Pendant toute la durée du repas, les parents des jumeaux discutent entre eux et ne font pas attention à nous. En face de moi, les jumeaux dégustent les pâtes à la bolognaise tranquillement. Mon regard dévie vers la pendule derrière eux. Vingt-et-une heure trente-cinq. La fête. Je jette un coup de pied à l'un des deux et c'est Tyler qui lève la tête avec un regard interrogateur. J'articule en silence le mot « fête ». Quelques secondes après il comprend et se penche vers James pour lui murmurer quelque chose.

« - Maman ? lance Tyler.

- Oui, chérie ? répond l'intéressée.

- Nous n'avons plus faim, on peut vous laisser ?

- Bien sûr les enfants, aller vous couchez, demain il y a école. Cameron, peux-tu rester quelques instants avant de monter ? »

Je hoche la tête en fronçant les sourcils. Le lycée a dû probablement l'appeler pour lui faire part de mes jours de congés, comme j'aime les appeler. Les jumeaux montent en silence pour aller se préparer pour la fête. Ce sont des garçons, mais sont de vraies filles en ce qui concerne la préparation. Ils prennent même plus de temps que moi.

« - Cameron. Le lycée nous a appelés pour...

- Je sais, je sais. Ils me donnent deux jours pour finir m-mon deuil. »

Il me faudra encore du temps pour arrêter de trébucher sur ces mots. Tante June fronce les sourcils et Trevor me dévisage avec compréhension.

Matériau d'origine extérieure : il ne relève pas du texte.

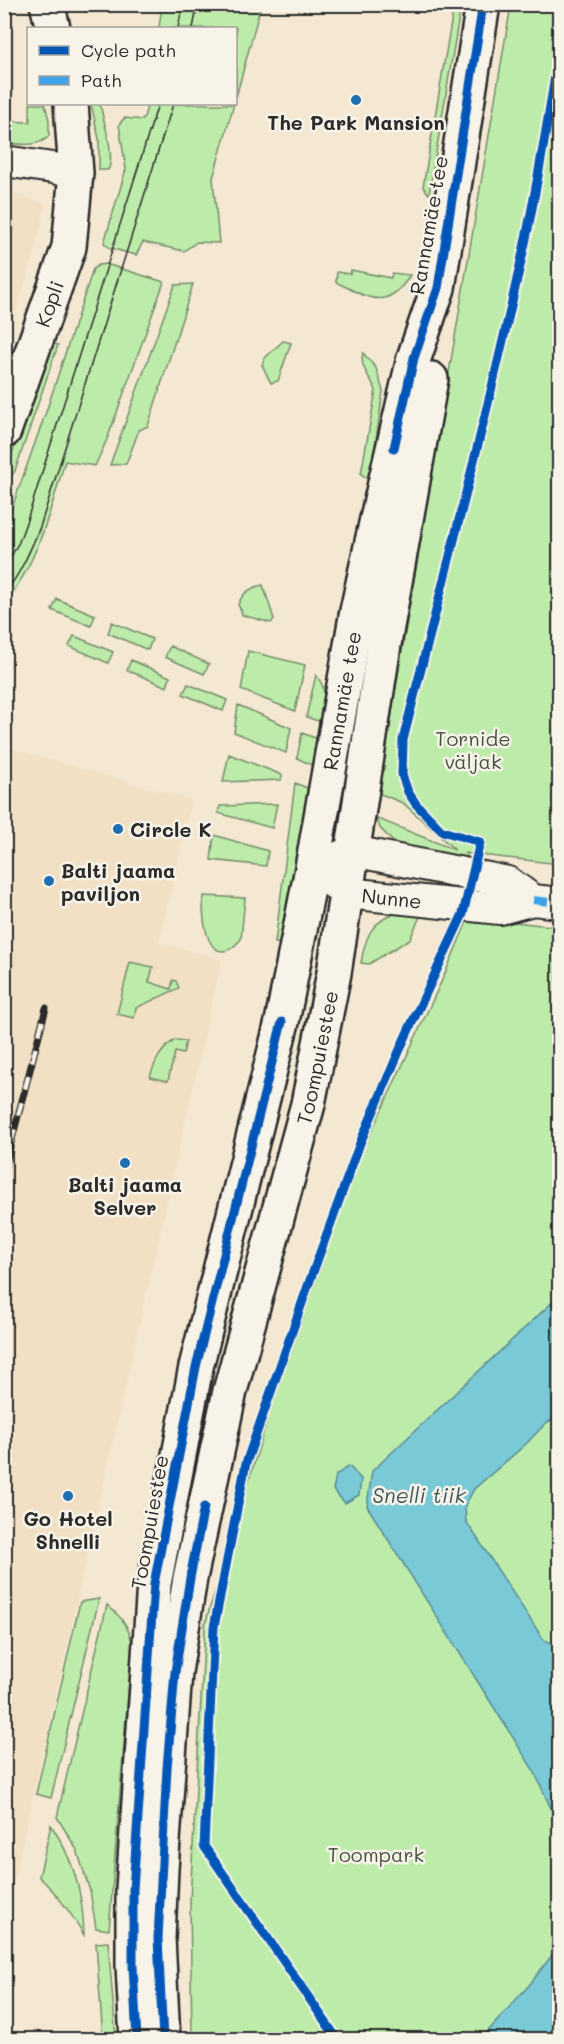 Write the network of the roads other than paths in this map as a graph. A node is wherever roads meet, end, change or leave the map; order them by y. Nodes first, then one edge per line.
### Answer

« - Cammy, je sais que c'est dur. Mais tu ne peux pas continuer comme ça. Être insolente avec tes professeurs n'est pas un moyen pour faire ton deuil justement. J'espère que ces deux jours te permettront de réfléchir à tout cela. Ça va bientôt faire un mois que ta famille est morte, tu devrais commencer à tourner la page, non ? »

Chaque phrase prononcée faisait augmenter son ton et enfler ma colère ainsi que les larmes qui perlent au coin de mes yeux.

« - June ? Crois-tu que c'est le bon moyen pour... ? dit son mari.

- Trevor, murmure-t-elle. Cammy, monte et réfléchis bien à la personne que tu es, en ce moment, et à celle que tu veux devenir. Après avoir choisi, demande-toi si c'est bien ce que tu veux être.»

Je lui décoche le plus noir de mes regards et commence à monter les escaliers. Je m'arrête soudainement et me retourne :

« - Ne m'appelle plus Cammy, je lance les dents serrées. »

Je monte les escaliers rapidement et traverse le couloir à pas lourd. Les jumeaux m'attendent à l'entrée de ma chambre et me demande ce qu'il se passe.

« - Je sais que vous avez écouté, alors évitez de nous faire perdre du temps et préparez-vous. »

Ils acquiescent sans rien dire et retournent dans leur chambre. Je rentre ma chambre et claque la porte. Je passe les mains dans mes cheveux et les tirent jusqu'à en souffrir atrocement. Je retiens un cri et mon regard se pose sur un vase contenant des lys blancs. Je déteste les lys. Ma main balaye le vase qui tombe et se brise en mille morceaux comme mon cœur. Je fais tomber la chaise de mon bureau et la frappe à coups de pieds. Je m'effondre au sol parmi les morceaux de vase. Je prends le plus tranchant et jauge sa pointe avec mon index. Je soulève mon pull et regarde mon ventre pâle. De ma main tremblante je coupe ma peau qui laisse transparaître mes veines. Le sang coule. Rouge sur blanc. Ça fait mal. Putain de mal. Mais ça, ça fera toujours moins mal que la douleur qui me ronge de l'intérieur.